En tanto todo objeto es fruto de un acto intencional de concepción tiene, por ende, un "padre" o "dueño" o una "madre" o "dueña", al cual se hace necesario "pedir permiso" antes de hacer uso o de tomar los beneficios del objeto específico de que se trate, permiso que se obtiene mediante el pago de una ofrenda. De este modo, debe pagarse una ofrenda al "padre" del maíz, cuandoquiera que haya de emprenderse el cultivo de esta planta; cuando se corta un árbol para obtener madera debe pagarse una ofrenda a su "dueño" para retribuir aquello que se extrae; se deben hacer ofrendas para que llueva, para que el mamo haga las adivinaciones correctas, para que los niños nazcan saludables y, así, para muchos otros propósitos.  Cada "dueño" o "dueña" exige una ofrenda específica, que debe ser llevada a cabo cada vez que un individuo o la comunidad toman los beneficios del objeto o fenómeno que pertenece a esos "dueños".

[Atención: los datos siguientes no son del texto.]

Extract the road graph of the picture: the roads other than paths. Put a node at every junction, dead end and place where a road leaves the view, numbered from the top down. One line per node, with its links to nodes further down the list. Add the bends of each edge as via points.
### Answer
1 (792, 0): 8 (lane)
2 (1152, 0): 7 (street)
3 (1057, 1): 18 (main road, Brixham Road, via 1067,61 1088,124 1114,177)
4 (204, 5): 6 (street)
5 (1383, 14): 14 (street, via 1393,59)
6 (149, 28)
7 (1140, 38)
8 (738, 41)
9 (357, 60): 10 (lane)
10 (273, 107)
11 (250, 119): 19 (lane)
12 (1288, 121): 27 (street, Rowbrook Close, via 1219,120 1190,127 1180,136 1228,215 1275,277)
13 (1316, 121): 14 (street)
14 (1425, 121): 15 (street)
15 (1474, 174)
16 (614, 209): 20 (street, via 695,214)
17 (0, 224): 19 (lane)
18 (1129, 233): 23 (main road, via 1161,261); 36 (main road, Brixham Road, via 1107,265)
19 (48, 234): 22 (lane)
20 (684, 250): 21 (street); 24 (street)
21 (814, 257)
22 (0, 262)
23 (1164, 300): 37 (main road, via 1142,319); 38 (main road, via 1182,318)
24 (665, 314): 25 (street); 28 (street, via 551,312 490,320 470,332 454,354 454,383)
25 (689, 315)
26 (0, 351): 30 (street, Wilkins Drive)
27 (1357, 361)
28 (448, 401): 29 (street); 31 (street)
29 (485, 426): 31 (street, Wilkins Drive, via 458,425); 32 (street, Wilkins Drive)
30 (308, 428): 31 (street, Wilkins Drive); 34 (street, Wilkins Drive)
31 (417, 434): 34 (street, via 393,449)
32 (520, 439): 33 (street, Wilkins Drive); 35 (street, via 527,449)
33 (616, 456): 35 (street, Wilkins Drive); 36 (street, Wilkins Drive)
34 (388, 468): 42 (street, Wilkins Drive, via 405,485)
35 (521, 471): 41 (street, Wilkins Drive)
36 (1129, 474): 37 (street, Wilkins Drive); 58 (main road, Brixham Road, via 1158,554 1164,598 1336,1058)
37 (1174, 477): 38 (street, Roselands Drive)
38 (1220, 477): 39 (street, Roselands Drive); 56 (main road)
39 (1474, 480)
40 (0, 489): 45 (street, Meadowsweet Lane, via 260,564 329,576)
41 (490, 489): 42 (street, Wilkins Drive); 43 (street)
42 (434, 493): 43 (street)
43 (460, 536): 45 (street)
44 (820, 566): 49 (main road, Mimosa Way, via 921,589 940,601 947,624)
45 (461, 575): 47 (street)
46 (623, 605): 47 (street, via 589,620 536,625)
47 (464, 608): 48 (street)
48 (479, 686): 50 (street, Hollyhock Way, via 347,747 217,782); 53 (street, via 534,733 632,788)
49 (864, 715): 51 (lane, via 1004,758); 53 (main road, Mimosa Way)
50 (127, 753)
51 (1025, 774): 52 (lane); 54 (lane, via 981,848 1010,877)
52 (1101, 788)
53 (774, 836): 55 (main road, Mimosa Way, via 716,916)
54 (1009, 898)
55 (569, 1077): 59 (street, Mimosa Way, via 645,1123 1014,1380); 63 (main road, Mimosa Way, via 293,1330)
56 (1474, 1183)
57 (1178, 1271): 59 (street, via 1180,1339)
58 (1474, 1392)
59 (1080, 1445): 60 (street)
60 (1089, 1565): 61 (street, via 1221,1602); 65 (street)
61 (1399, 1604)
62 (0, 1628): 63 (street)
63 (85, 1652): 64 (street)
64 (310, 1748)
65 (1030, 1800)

Cada ofrenda contiene el ánugwe (información) del oferente y determina que éste se "ponga de acuerdo" con el objeto que utiliza o cuyos beneficios pretende disfrutar. De alguna manera, por medio de la ofrenda el individuo se "iguala" con el objeto de que se trate y, mediante esta igualación, consigue restablecer el equilibrio universal que, si no hubiera mediado la ofrenda, se habría roto, causando impredecibles catástrofes, desgracias y enfermedades.

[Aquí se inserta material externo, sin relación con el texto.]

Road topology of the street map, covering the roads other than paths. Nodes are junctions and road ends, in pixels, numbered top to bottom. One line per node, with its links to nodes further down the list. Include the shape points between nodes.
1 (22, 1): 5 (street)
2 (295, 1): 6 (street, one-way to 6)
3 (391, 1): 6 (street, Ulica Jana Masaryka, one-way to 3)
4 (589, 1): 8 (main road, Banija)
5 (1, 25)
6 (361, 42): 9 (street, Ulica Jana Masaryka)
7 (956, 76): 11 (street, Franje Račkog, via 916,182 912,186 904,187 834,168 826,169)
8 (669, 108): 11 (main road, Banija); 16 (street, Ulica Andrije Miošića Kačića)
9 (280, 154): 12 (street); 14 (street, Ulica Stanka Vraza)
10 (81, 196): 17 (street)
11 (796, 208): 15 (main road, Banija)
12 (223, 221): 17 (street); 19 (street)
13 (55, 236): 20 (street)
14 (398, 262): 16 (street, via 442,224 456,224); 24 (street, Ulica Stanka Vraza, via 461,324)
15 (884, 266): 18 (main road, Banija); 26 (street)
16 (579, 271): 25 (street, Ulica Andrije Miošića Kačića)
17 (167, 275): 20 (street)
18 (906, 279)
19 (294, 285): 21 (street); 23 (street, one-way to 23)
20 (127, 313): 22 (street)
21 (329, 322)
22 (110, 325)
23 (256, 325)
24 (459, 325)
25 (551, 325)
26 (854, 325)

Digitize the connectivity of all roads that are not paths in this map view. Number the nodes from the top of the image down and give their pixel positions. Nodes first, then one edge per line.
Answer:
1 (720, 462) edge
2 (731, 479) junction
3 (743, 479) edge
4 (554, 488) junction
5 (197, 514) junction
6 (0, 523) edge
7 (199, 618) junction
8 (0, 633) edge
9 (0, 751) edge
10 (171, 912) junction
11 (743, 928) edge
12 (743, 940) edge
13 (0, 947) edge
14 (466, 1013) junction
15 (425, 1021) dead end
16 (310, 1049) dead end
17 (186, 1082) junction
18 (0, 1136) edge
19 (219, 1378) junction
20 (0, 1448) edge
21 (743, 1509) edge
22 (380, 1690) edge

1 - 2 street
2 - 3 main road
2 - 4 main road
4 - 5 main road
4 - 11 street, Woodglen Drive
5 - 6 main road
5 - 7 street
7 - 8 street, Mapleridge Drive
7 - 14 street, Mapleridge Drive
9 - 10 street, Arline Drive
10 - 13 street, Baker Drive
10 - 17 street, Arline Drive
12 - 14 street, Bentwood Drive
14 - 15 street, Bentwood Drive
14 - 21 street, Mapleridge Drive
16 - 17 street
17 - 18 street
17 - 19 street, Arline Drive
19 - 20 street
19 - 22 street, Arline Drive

La forma de concebir la existencia, como búsqueda del equilibrio entre opuestos complementarios en perpetua interacción, en la cual el orden universal determina al hombre al paso que las acciones humanas pueden llegar a desquiciar la entera arquitectura del orden cósmico, determina que, a partir de ella, surja un particular concepto de individuo. Ciertamente, el sentir espiritual de los Arhuaco se inserta dentro de un sistema de reciprocidad obligatoria entre los individuos entre sí y entre éstos y la naturaleza o el universo. Nada puede ser tomado de ésta o del conjunto social sin que éstos resulten retribuidos de alguna forma, a riesgo de poner en peligro la armonía social y natural. El incumplimiento de A’buru Awi, "además de antisocial y potencialmente criminal, pone en serio peligro a la sociedad y a la vida: la enfermedad y la epidemia podrían sobrevenir; la violencia recíproca y con ella el desorden y el caos podrían enseñorearse; hasta grandes catástrofes ambientales e incendios incontenibles podrían tener su curso devastador a menos que el equilibrio se restituya". El sujeto que resulta de esta perspectiva de la existencia se encuentra determinado, en forma primaria, por lo colectivo antes que por lo individual. En efecto, la autonomía del individuo no surge de un proceso de autodefinición sino, más bien, de un proceso de determinación de la personalidad a partir de las relaciones de la persona con la sociedad y de los roles y funciones que allí le corresponde desempeñar. Por esta razón, la construcción cultural indígena del sujeto y de su mismidad, de sus derechos y obligaciones pasa por una mediación en donde prima lo colectivo antes que lo individual.

En este sentido, Los mamos aseguran que, una vez que los hombres y mujeres Arhuaco llegan a la edad en que pueden autodeterminarse, adquieren plena responsabilidad con ellos mismos, con su comunidad y con la naturaleza. En ese momento de la vida, "reciben las instrucciones de cómo convivir entre los hombres y la naturaleza, como transmitir la educación a sus hijos, y como retribuir a los padres espirituales del agua, de la tierra, de la luna, del sol, las estrellas, la brisa, el mar, las lagunas, a través de los pagamentos y garantizar el equilibrio del mundo". Así cuando los varones reciben el tutusoma (gorro de los hombres) y el poporo y a las mujeres se les entrega el huso y la aguja rituales, adquieren el compromiso "de velar por el bien y la armonía universal" y de "entretejer la armonía y la vida del hombre con la naturaleza".  Señalan que, si alguna de estas obligaciones dejara de cumplirse, se renuncia a la responsabilidad que tenemos con el mundo y por lo tanto dejamos de ser Arhuacos.